Our results regarding hyoscine butyl-bromide were in line with Quiney and Murphy who compared another anticholinergic (glycopyrrolate) with placebo. They observed that the glycopyrrolate group has a reduced frequency of nausea from 68% to 42% and vomiting from 16% to 8%. However, pretreatment with glycopyrrolate worsened hypotension shortly after spinal blockage was established [Citation19].

Our results regarding ondansetron came in line with other studies [Citation20–22] which concluded that ondansetron could efficiently decrease the incidence of IONV during CD under spinal anaesthesia.

The results of our study suggest that Hyoscine butyl-bromide may be an effective medication for reducing the incidence of intraoperative maternal bradycardia, a potentially serious complication that can occur during spinal anaesthesia for CD especially while using phenylephrine infusion.

The statistically significant reduction in the incidence of maternal bradycardia when compared to the control group indicates that Hyoscine butyl-bromide may be a valuable addition to the anaesthesia management plan for patients at risk of this complication.

Furthermore, the study found that patients who received hyoscine butyl-bromide experienced a lower incidence of bradycardia than ondansetron, although the difference was not statistically significant. This suggests that Hyoscine butyl-bromide may be a comparable alternative to ondansetron for reducing the risk of intraoperative maternal bradycardia, with the added benefit of potentially lower incidence.

Our results were in line with Abbas et al. who showed that using I.V. hyoscine butyl-bromide 20 mg to avoid intraoperative bradycardia during CS is more effective than using a placebo [Citation18]. Also, in a meta-analysis conducted by Tubog et al., ondansetron was found to effectively reduce intraoperative maternal bradycardia [Citation23].

Regarding intraoperative hypotension, our results were parallel to other studies [Citation21,Citation23,Citation24] which showed that ondansetron was superior to placebo in attenuating spinal anaesthesia – induced hypotension.

In our study, ondansetron was superior to hyoscine butyl-bromide in minimizing the incidence of postoperative nausea and vomiting (PONV) over the first postoperative day. This was in line with many studies [Citation21,Citation25,Citation26] that proved the preventive effect of ondansetron in context of PONV.

Unlike our results Transdermal scopolamine in a meta-analysis by Apfel et al., was associated with significant reductions in PONV [Citation27]. This might be attributed to the sustained release and the longer duration of action of transdermal scopolamine in comparison to the shorter duration of action of IV hyoscine butyl-bromide that only covered the intraoperative period in this study.

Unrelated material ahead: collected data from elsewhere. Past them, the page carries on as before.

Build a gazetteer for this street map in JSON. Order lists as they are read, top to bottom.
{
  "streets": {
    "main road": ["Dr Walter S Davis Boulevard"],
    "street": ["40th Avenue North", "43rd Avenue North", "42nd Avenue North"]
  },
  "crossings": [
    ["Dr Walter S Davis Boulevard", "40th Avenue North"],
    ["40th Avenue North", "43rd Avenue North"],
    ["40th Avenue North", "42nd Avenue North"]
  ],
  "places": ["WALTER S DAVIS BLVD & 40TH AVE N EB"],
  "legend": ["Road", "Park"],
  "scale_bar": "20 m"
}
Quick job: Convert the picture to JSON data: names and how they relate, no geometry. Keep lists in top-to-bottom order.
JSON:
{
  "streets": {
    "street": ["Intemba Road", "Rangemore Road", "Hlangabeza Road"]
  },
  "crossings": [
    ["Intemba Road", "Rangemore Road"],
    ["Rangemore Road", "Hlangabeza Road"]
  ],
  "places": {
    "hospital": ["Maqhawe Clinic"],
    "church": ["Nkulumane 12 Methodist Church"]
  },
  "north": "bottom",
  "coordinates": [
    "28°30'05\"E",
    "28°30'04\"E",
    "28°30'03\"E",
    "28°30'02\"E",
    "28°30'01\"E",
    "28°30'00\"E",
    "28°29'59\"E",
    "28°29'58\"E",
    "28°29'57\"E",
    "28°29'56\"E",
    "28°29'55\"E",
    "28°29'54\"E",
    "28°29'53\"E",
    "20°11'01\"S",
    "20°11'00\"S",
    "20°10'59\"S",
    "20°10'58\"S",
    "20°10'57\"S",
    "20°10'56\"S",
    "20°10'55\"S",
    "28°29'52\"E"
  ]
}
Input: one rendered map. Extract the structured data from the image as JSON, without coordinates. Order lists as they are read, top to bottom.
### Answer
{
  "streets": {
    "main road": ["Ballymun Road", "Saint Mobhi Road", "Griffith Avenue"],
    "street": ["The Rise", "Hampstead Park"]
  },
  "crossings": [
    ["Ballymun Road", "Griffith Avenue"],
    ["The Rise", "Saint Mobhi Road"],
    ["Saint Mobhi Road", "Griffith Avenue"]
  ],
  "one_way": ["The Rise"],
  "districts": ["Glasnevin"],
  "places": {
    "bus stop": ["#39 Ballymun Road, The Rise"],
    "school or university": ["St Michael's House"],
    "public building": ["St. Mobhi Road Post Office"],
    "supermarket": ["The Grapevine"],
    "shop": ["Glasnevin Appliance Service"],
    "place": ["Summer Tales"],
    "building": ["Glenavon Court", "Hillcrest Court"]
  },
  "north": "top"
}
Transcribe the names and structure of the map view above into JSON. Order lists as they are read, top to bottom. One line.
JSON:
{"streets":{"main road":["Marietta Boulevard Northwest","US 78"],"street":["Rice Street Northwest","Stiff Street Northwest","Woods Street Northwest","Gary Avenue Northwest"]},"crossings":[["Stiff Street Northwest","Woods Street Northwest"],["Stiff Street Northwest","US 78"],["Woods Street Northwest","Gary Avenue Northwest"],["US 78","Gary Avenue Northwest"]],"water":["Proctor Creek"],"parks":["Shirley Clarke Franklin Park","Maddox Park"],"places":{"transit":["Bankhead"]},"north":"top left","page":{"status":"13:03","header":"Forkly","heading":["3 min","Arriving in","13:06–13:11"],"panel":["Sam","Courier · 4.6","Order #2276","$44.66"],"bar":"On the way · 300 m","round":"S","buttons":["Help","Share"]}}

In conclusion, this study found that Hyoscine butyl-bromide reduced the incidences of intraoperative emesis and maternal bradycardia but did not show any significant reduction in the incidences of PONV compared to the control group. So, it could be a good alternative to ondansetron throughout the intraoperative period. It is important to consider the potential side effects and contraindications of Hyoscine butyl-bromide and Ondansetron when selecting an anaesthesia management plan. For example, Hyoscine butyl-bromide may cause dry mouth, blurred vision, and urinary retention, while Ondansetron may increase the risk of QT prolongation and arrhythmias in patients with certain cardiac conditions. Further studies with larger sample sizes monitoring for such side effects might be required.

Disclosure statement

No potential conflict of interest was reported by the author(s).

Additional information

Funding

This research did not receive any specific grant from funding agencies in the public, commercial, or not-for-profit sectors.